Also, keep in mind that all that rock displaces water volume. In reality my 120g of capacity is probably more like 100-110g because of all the rock I have.

My larger concern is how fast you are adding all these fish. It seems like every few days you are posting about a new addition(not using QT if I recall). By adding the fish so quick you are not allowing your sytem to naturally react to the increased bio load. If you continue adding fish you could cause you tank to go back into a mini cycle and risk losing all you have with an amonia spike.

IMO, the best advice anyone can give in this hobby is to be patient and take it slow. While you are waiting do as much research as you can on any potential additions or changes you want to make.

This is defianetly not a hobby for the impulsive. Just think about how much time and $ you have invested so far and you are just starting out.
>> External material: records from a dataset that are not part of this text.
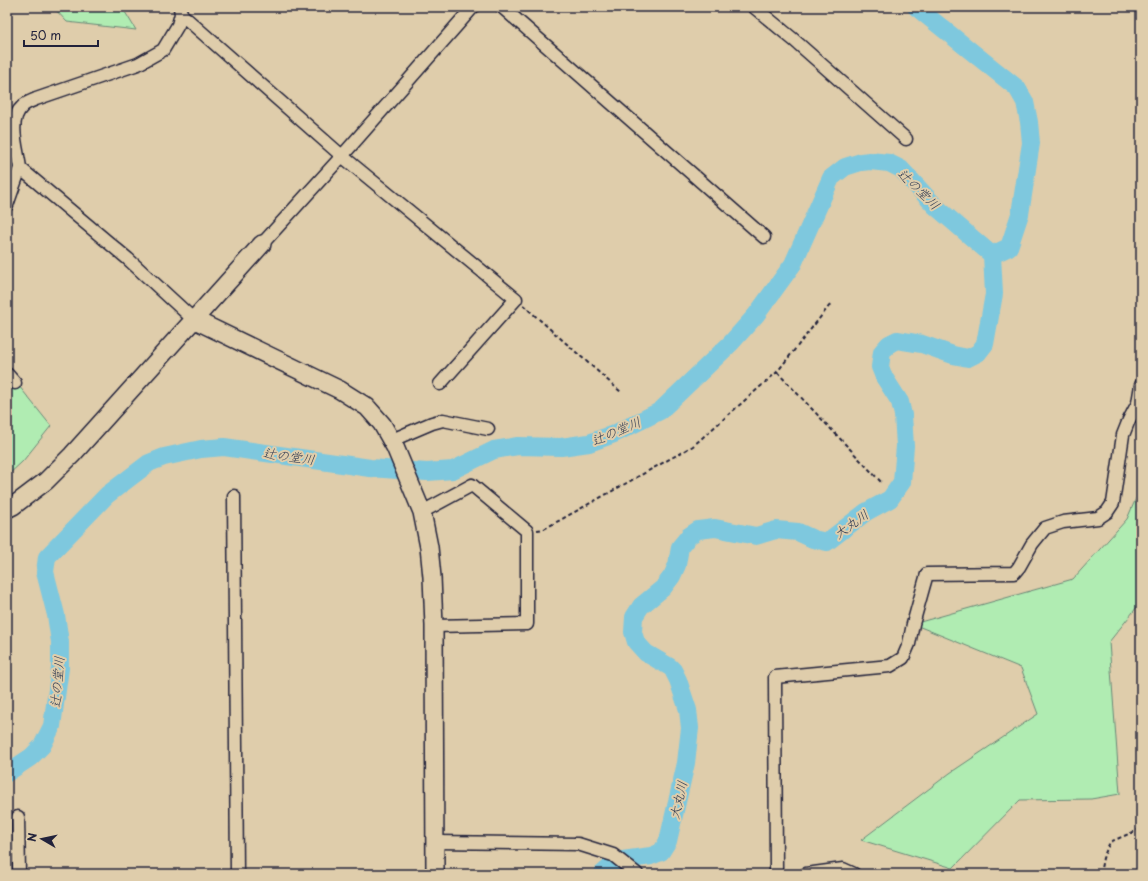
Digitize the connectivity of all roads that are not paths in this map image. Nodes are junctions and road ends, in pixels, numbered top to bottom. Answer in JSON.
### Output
{"nodes":[{"id":1,"x":473,"y":7,"type":"edge"},
{"id":2,"x":502,"y":7,"type":"edge"},
{"id":3,"x":754,"y":7,"type":"edge"},
{"id":4,"x":181,"y":11,"type":"edge"},
{"id":5,"x":10,"y":124,"type":"edge"},
{"id":6,"x":906,"y":139,"type":"dead end"},
{"id":7,"x":342,"y":156,"type":"junction"},
{"id":8,"x":20,"y":168,"type":"junction"},
{"id":9,"x":7,"y":205,"type":"edge"},
{"id":10,"x":764,"y":236,"type":"dead end"},
{"id":11,"x":262,"y":244,"type":"joint"},
{"id":12,"x":193,"y":319,"type":"junction"},
{"id":13,"x":440,"y":384,"type":"dead end"},
{"id":14,"x":1141,"y":385,"type":"edge"},
{"id":15,"x":488,"y":429,"type":"dead end"},
{"id":16,"x":393,"y":444,"type":"junction"},
{"id":17,"x":234,"y":496,"type":"dead end"},
{"id":18,"x":420,"y":508,"type":"junction"},
{"id":19,"x":7,"y":509,"type":"edge"},
{"id":20,"x":434,"y":626,"type":"junction"},
{"id":21,"x":18,"y":817,"type":"dead end"},
{"id":22,"x":435,"y":842,"type":"junction"},
{"id":23,"x":19,"y":874,"type":"edge"},
{"id":24,"x":237,"y":874,"type":"edge"},
{"id":25,"x":435,"y":874,"type":"edge"},
{"id":26,"x":637,"y":874,"type":"edge"},
{"id":27,"x":776,"y":874,"type":"edge"},
{"id":28,"x":806,"y":874,"type":"edge"},
{"id":29,"x":854,"y":874,"type":"edge"}],
"edges":[{"from":1,"to":7,"type":"street"},
{"from":2,"to":10,"type":"street"},
{"from":3,"to":6,"type":"street"},
{"from":4,"to":5,"type":"street"},
{"from":4,"to":7,"type":"street"},
{"from":5,"to":8,"type":"street"},
{"from":7,"to":11,"type":"street"},
{"from":7,"to":13,"type":"street"},
{"from":8,"to":9,"type":"street"},
{"from":8,"to":12,"type":"street"},
{"from":11,"to":12,"type":"street"},
{"from":12,"to":16,"type":"street"},
{"from":12,"to":19,"type":"street"},
{"from":14,"to":27,"type":"street"},
{"from":15,"to":16,"type":"street"},
{"from":16,"to":18,"type":"street"},
{"from":17,"to":24,"type":"street"},
{"from":18,"to":20,"type":"street"},
{"from":18,"to":20,"type":"street"},
{"from":20,"to":22,"type":"street"},
{"from":21,"to":23,"type":"street"},
{"from":22,"to":25,"type":"street"},
{"from":22,"to":26,"type":"street"},
{"from":28,"to":29,"type":"street"}]}
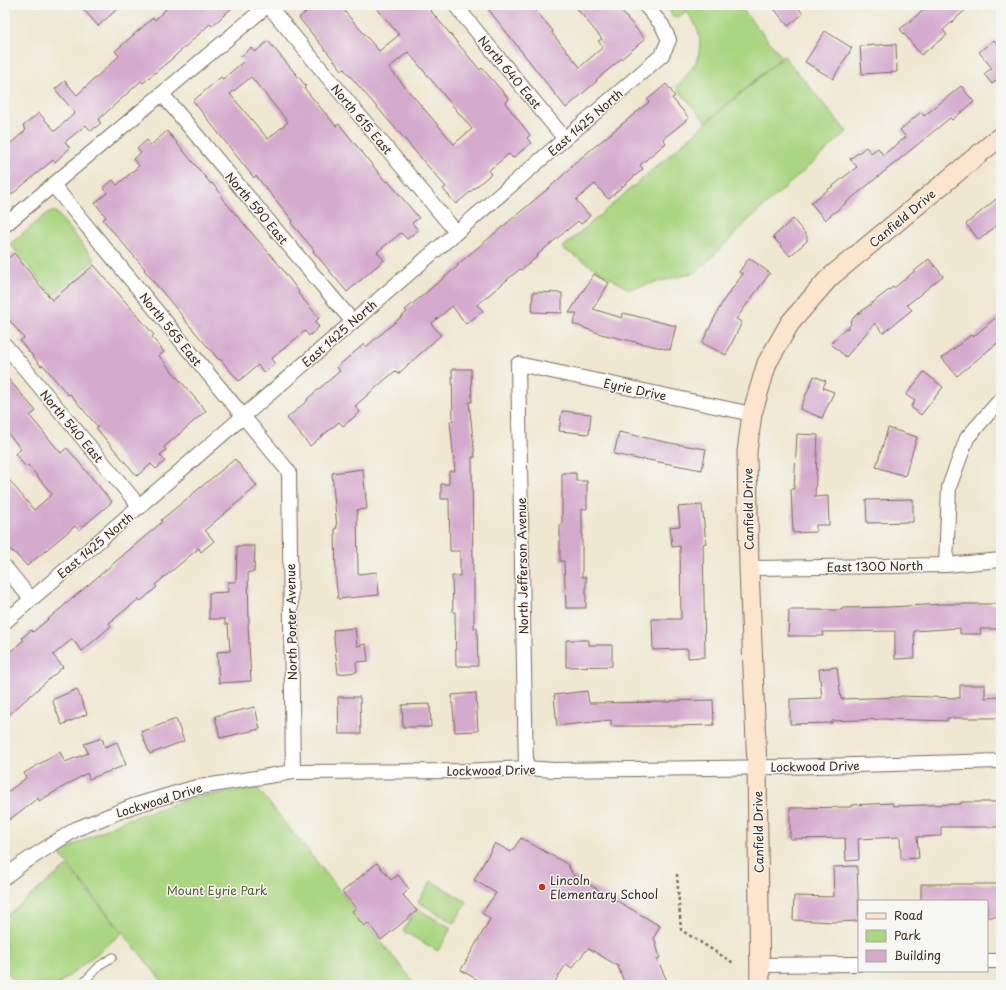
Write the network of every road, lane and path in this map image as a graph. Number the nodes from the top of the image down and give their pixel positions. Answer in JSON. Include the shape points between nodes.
{"nodes":[{"id":1,"x":268,"y":5,"type":"edge"},
{"id":2,"x":455,"y":5,"type":"edge"},
{"id":3,"x":645,"y":5,"type":"edge"},
{"id":4,"x":162,"y":94,"type":"junction"},
{"id":5,"x":1001,"y":136,"type":"edge"},
{"id":6,"x":565,"y":138,"type":"junction"},
{"id":7,"x":53,"y":185,"type":"junction"},
{"id":8,"x":5,"y":225,"type":"edge"},
{"id":9,"x":456,"y":232,"type":"junction"},
{"id":10,"x":353,"y":322,"type":"junction"},
{"id":11,"x":5,"y":345,"type":"edge"},
{"id":12,"x":518,"y":364,"type":"joint"},
{"id":13,"x":1001,"y":399,"type":"edge"},
{"id":14,"x":752,"y":414,"type":"junction"},
{"id":15,"x":243,"y":416,"type":"junction"},
{"id":16,"x":289,"y":472,"type":"joint"},
{"id":17,"x":140,"y":507,"type":"junction"},
{"id":18,"x":1001,"y":560,"type":"edge"},
{"id":19,"x":946,"y":565,"type":"junction"},
{"id":20,"x":5,"y":567,"type":"edge"},
{"id":21,"x":749,"y":568,"type":"junction"},
{"id":22,"x":32,"y":599,"type":"junction"},
{"id":23,"x":5,"y":622,"type":"edge"},
{"id":24,"x":1001,"y":761,"type":"edge"},
{"id":25,"x":526,"y":768,"type":"junction"},
{"id":26,"x":757,"y":768,"type":"junction"},
{"id":27,"x":294,"y":772,"type":"junction"},
{"id":28,"x":677,"y":874,"type":"dead end"},
{"id":29,"x":5,"y":877,"type":"edge"},
{"id":30,"x":113,"y":957,"type":"dead end"},
{"id":31,"x":988,"y":961,"type":"edge"},
{"id":32,"x":1001,"y":961,"type":"edge"},
{"id":33,"x":735,"y":964,"type":"dead end"},
{"id":34,"x":858,"y":964,"type":"edge"},
{"id":35,"x":760,"y":965,"type":"junction"},
{"id":36,"x":81,"y":985,"type":"edge"},
{"id":37,"x":760,"y":985,"type":"edge"}],
"edges":[{"from":1,"to":4,"type":"street"},
{"from":1,"to":9,"type":"street","name":"North 615 East"},
{"from":2,"to":6,"type":"street","name":"North 640 East"},
{"from":3,"to":6,"type":"street","name":"East 1425 North","via":[[662,25],[669,40],[662,54]]},
{"from":4,"to":7,"type":"street"},
{"from":4,"to":10,"type":"street","name":"North 590 East"},
{"from":5,"to":14,"type":"street","name":"Canfield Drive","via":[[829,278],[790,323],[767,362]]},
{"from":6,"to":9,"type":"street","name":"East 1425 North"},
{"from":7,"to":8,"type":"street"},
{"from":7,"to":15,"type":"street","name":"North 565 East"},
{"from":9,"to":10,"type":"street","name":"East 1425 North"},
{"from":10,"to":15,"type":"street","name":"East 1425 North"},
{"from":11,"to":17,"type":"street","name":"North 540 East"},
{"from":12,"to":14,"type":"street","name":"Eyrie Drive"},
{"from":12,"to":25,"type":"street","name":"North Jefferson Avenue"},
{"from":13,"to":19,"type":"street","via":[[967,438],[949,487]]},
{"from":14,"to":21,"type":"street","name":"Canfield Drive","via":[[747,452]]},
{"from":15,"to":16,"type":"street","name":"North 565 East"},
{"from":15,"to":17,"type":"street","name":"East 1425 North"},
{"from":16,"to":27,"type":"street","name":"North Porter Avenue"},
{"from":17,"to":22,"type":"street","name":"East 1425 North"},
{"from":18,"to":19,"type":"street","name":"East 1300 North"},
{"from":19,"to":21,"type":"street","name":"East 1300 North"},
{"from":20,"to":22,"type":"street"},
{"from":21,"to":26,"type":"street","name":"Canfield Drive"},
{"from":22,"to":23,"type":"street","name":"East 1425 North"},
{"from":24,"to":26,"type":"street","name":"Lockwood Drive"},
{"from":25,"to":26,"type":"street","name":"Lockwood Drive"},
{"from":25,"to":27,"type":"street","name":"Lockwood Drive"},
{"from":26,"to":35,"type":"street","name":"Canfield Drive"},
{"from":27,"to":29,"type":"street","name":"Lockwood Drive","via":[[193,788],[133,806],[76,829]]},
{"from":28,"to":33,"type":"path","via":[[681,930]]},
{"from":30,"to":36,"type":"lane","via":[[100,965]]},
{"from":31,"to":32,"type":"street"},
{"from":34,"to":35,"type":"street"},
{"from":35,"to":37,"type":"street","name":"Canfield Drive"}]}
I think a lot of SW hobbyist burn out and leave the hobby because they try to ovedue it right away and when their system crashes they give up. I have almost been there myself. My current system is 3 + years old and still growing.

Bottom line, Do not do anything else for a few months and let your system mature. A SW setup really does change a lot in the first 6 months. You do not want to reach your max bioload right away. If a natural swing occurs it leaves no room for error if your bioload is already maxed out.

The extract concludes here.